Pointillate
By Will Koeppen
This app uses a reference image to seed a canvas using randomized exclusion sampling. Seeds are iteratively moved to new positions by using Lloyd's algorithm with a density function based on the reference.
Background
Artists have used distributed dots (stippling) for shading since at least 1510 AD. In the late 1800s, the Pointillism movement shed lines altogether and used only dots to create forms.
Computer scientists like Deussen et al. (2000) and Secord (2002) explored algorithms to apply stippling to digital images. Their goal was to use math and CPU power to represent objects with far fewer well-placed dots than you would need for a full resolution image.
As a lover of art and animation, I'm very interested in the idea of visual sufficiency. How little of something can you show and have people recognize what it is? I'm also interested in movement in general and the emotions it can evoke, and this is a way to add movement to static image.
Seeding the canvas
First, we add seeds to a canvas.
The analog version of exclusion sampling would be to use a glue stick on the canvas only in areas where we want seeds to stick. Then we count out 10,000 seeds and throw them at the canvas. Some will stick to the gluey areas. We'll pick up the seeds that didn't stick and throw them again and again until they're all hanging on.
Relaxation
Since we didn't carefully place the seeds, some will be stuck to the canvas close together, and some areas that had glue will still have gaps. We need them to spread out a little.
If you've ever been in a packed subway car when suddenly half of the people get off at a popular stop, you've approximated the movement described by Lloyd's Algorithm. There's a collective sigh of relief from the remaining riders, and we all take a few steps away from the squished person next to us until we reach a new equilibrium.
Weighting
Following the vanilla Lloyd's Algorithm to its mathematical conclusion would lead all of our seeds to be exactly equidistant from each other. Well ordered, but not very interesting if they should be representing an image. Instead, we want seeds to be relaxed, but still grouped (weighted) towards certain areas of the canvas.
What has weight? For humans, we might gravitate towards the fireplace in a cold room, the kitchen at a party, or around a piano player in Grand Central Station. For this project we use a reference image, and we can choose if the dark or the light pixels should have gravity to attract our seeds.
Play
The goal of the “Weighted Voronoi Stippling” of Secord (2002) was to quickly render an image with dots. To do that, use uniformly-sized seeds on a white canvas, start in dark areas, and let the seeds relax over them.

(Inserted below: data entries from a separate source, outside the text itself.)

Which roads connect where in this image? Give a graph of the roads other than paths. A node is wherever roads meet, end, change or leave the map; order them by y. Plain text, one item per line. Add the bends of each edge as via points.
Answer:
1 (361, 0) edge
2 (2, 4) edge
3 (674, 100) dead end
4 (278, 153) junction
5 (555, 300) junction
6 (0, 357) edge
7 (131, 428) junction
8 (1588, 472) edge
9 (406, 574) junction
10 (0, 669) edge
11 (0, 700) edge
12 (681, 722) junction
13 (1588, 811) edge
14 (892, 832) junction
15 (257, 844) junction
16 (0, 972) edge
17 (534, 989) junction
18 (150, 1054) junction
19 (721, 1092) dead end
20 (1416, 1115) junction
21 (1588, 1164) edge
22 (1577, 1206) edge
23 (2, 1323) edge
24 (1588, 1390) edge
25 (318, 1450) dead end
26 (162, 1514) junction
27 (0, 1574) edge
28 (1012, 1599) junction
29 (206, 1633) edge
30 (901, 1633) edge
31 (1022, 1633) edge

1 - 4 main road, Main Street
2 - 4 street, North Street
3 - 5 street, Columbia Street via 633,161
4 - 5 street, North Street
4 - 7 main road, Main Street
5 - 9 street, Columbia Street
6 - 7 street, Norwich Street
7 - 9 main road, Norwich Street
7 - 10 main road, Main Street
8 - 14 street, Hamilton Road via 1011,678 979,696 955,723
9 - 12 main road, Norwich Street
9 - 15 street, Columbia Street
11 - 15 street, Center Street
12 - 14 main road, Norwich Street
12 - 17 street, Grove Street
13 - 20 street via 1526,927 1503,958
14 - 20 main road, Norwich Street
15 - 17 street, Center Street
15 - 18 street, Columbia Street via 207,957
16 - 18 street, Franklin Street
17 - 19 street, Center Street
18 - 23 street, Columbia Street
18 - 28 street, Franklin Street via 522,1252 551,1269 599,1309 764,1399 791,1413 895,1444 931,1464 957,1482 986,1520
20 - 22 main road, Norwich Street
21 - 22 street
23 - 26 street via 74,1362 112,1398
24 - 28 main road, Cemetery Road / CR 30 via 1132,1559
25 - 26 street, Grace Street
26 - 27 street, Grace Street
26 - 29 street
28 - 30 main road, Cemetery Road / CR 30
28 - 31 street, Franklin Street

But maybe our goal is the journey rather than the destination. We can seed the canvas in light areas, but gravitate towards dark areas of the image. Or vice versa. We can change the size of the seeds to reflect the weight. Instead of the seeds we can show the boundaries between the seeds (cells). We can swap the colors of the seeds and the canvas, or color the seeds based on the reference image.
The seeding and relaxation are non-deterministic, so your animation will be different every single time.
Tips
- Edit your photo before adding it as a reference (e.g., background removal)
- Images with a high-contrast subject work best
- Most settings can be applied mid-stream
- Try slowing the speed down a lot (e.g., 0.05)
Acknowledgements
Daniel Shiffman's Coding Train Challenge #181 was an excellent resource and well worth watching. Sophie Zhang's response to the challenge was an inspiring seed for my own iteration.